*Problem details:* Find the lines below that contain the string "node", count them, and give only the number.

*Provided records:*
= Beginning of Section =
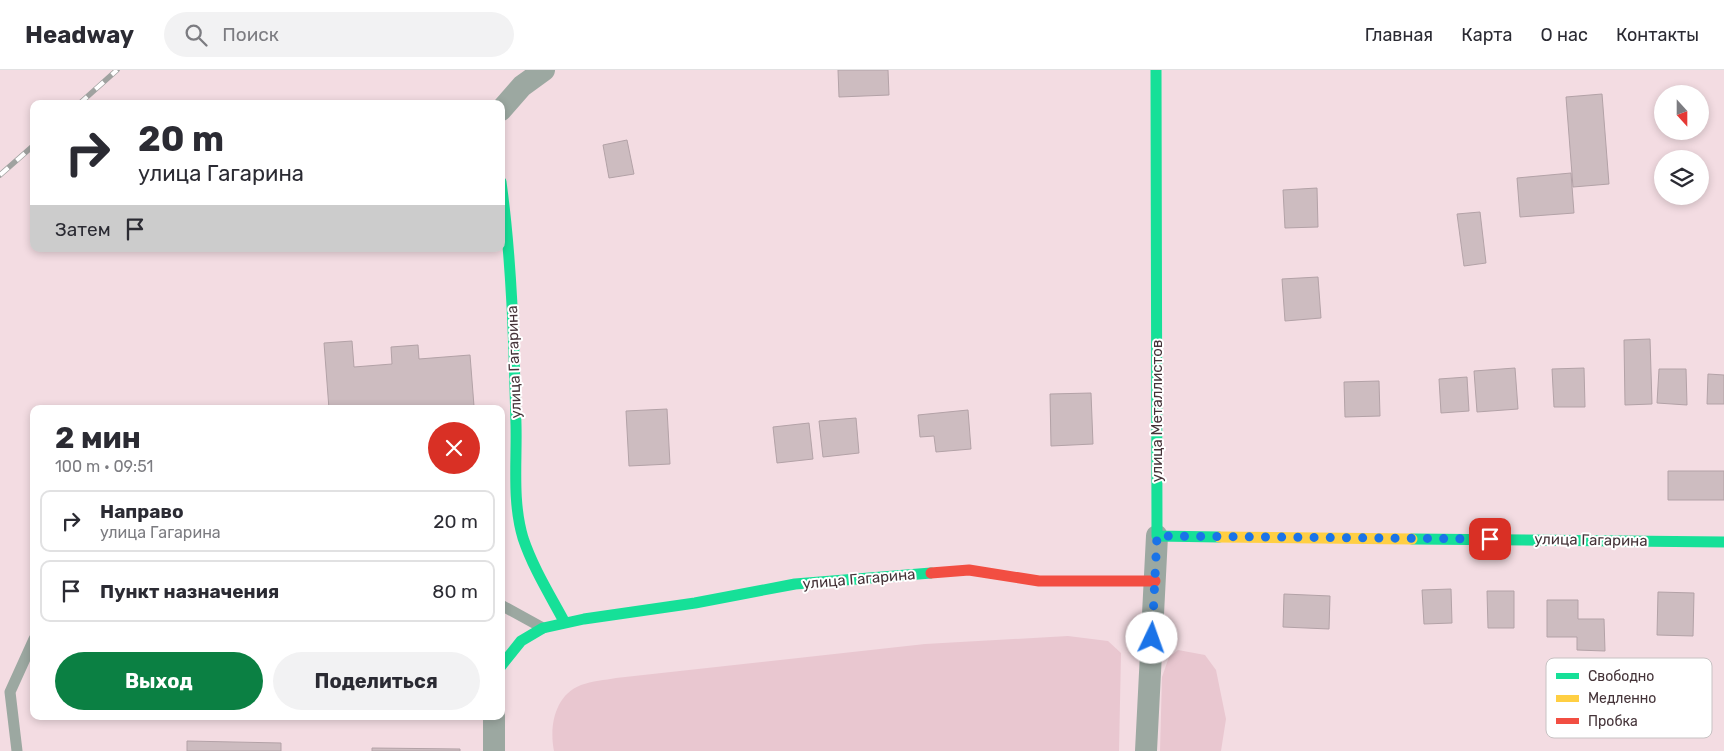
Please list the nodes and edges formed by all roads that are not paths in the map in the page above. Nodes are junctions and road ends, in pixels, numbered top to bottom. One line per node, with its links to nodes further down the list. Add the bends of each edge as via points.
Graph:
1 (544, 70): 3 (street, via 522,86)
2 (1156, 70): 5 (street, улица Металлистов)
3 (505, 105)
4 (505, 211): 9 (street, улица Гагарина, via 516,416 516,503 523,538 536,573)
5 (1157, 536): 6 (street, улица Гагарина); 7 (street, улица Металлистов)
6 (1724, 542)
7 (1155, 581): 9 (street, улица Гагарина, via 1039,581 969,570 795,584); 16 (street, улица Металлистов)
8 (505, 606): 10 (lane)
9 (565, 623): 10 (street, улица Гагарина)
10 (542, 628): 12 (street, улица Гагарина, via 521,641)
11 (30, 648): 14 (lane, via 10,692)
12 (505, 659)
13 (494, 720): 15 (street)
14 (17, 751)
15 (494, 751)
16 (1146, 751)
= End of Section =
= Beginning of Section =
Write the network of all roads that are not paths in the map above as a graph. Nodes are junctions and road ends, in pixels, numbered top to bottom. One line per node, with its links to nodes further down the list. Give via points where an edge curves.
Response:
= End of Section =
*Output:* 2